● **Study material**:

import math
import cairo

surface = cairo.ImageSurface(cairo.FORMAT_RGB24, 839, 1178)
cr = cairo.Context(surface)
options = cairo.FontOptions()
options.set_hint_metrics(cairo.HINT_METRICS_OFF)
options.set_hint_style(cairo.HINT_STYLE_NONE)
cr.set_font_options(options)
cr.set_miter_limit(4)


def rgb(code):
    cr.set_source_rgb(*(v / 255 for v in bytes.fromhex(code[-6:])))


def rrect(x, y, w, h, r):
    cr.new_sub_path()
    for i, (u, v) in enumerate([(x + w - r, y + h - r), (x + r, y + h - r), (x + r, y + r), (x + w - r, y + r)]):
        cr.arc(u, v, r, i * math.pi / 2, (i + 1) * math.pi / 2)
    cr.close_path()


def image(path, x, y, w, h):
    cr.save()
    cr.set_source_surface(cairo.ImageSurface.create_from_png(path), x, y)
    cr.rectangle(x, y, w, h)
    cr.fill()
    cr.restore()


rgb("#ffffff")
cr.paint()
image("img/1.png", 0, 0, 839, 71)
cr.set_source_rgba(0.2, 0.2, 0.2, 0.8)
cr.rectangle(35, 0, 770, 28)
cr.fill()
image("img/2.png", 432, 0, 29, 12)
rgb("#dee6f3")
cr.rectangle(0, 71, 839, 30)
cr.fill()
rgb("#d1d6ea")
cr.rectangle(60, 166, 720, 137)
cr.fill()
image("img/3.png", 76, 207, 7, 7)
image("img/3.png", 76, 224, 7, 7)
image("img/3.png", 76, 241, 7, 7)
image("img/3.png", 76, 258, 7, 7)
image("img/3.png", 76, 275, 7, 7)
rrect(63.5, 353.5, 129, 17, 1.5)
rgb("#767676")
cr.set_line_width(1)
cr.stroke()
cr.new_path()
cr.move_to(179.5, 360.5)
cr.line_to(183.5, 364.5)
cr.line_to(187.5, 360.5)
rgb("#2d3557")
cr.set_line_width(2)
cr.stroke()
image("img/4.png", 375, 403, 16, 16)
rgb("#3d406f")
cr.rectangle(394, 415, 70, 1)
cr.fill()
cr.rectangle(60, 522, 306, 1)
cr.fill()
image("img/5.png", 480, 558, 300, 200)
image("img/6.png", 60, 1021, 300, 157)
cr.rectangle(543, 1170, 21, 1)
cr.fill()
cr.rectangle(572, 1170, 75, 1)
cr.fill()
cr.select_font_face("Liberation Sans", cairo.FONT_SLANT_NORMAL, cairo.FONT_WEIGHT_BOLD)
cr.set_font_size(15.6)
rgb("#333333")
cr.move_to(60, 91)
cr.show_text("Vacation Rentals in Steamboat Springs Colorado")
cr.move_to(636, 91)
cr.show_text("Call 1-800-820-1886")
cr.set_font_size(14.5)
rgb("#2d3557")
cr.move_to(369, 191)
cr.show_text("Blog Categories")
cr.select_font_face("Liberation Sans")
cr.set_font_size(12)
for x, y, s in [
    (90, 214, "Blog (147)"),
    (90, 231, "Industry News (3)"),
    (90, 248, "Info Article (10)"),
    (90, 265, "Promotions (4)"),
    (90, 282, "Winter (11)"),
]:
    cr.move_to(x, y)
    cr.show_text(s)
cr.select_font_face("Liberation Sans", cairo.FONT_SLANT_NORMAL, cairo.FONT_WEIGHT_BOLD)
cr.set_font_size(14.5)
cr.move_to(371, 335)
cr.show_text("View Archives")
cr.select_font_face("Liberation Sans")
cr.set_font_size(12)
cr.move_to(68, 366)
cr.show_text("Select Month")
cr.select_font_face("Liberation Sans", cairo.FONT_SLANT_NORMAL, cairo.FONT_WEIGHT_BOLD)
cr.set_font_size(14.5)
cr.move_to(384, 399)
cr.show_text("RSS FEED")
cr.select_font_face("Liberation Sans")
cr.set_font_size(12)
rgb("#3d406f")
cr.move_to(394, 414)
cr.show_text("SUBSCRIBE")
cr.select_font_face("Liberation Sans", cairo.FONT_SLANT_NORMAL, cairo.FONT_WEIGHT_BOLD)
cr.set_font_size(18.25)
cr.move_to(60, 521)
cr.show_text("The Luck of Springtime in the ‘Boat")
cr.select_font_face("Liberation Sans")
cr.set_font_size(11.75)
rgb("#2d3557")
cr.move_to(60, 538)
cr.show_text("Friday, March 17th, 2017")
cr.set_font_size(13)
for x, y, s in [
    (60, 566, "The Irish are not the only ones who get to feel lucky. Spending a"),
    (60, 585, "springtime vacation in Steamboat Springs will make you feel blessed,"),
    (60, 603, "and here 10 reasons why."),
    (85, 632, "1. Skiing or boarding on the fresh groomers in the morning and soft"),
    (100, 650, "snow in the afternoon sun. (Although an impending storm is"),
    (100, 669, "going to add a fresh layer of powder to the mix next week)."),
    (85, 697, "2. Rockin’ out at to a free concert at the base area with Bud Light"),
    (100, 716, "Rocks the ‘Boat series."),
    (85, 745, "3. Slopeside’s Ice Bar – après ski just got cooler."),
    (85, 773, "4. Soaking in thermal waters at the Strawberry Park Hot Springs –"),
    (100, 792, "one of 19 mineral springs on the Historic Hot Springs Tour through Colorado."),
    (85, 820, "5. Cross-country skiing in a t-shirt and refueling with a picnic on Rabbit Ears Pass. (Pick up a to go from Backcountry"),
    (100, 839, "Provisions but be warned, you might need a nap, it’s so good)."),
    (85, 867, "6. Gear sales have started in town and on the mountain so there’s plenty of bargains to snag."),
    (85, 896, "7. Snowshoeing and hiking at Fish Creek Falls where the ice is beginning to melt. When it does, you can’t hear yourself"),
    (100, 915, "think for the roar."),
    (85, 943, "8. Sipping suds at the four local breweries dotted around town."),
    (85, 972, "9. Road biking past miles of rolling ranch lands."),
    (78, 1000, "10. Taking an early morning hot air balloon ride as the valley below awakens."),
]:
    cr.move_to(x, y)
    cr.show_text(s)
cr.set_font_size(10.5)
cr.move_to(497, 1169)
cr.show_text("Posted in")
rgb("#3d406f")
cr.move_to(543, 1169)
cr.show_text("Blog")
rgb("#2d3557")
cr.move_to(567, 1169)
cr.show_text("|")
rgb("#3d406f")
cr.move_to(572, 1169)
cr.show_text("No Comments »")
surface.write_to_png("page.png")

● **Exercise**: Only the lines above from the one with "cr = cairo.Context(surface)" up to and including the one with "cr.arc(u, v, r, i" should be repeated, exactly as written.

● **Output below**:
cr = cairo.Context(surface)
options = cairo.FontOptions()
options.set_hint_metrics(cairo.HINT_METRICS_OFF)
options.set_hint_style(cairo.HINT_STYLE_NONE)
cr.set_font_options(options)
cr.set_miter_limit(4)


def rgb(code):
    cr.set_source_rgb(*(v / 255 for v in bytes.fromhex(code[-6:])))


def rrect(x, y, w, h, r):
    cr.new_sub_path()
    for i, (u, v) in enumerate([(x + w - r, y + h - r), (x + r, y + h - r), (x + r, y + r), (x + w - r, y + r)]):
        cr.arc(u, v, r, i * math.pi / 2, (i + 1) * math.pi / 2)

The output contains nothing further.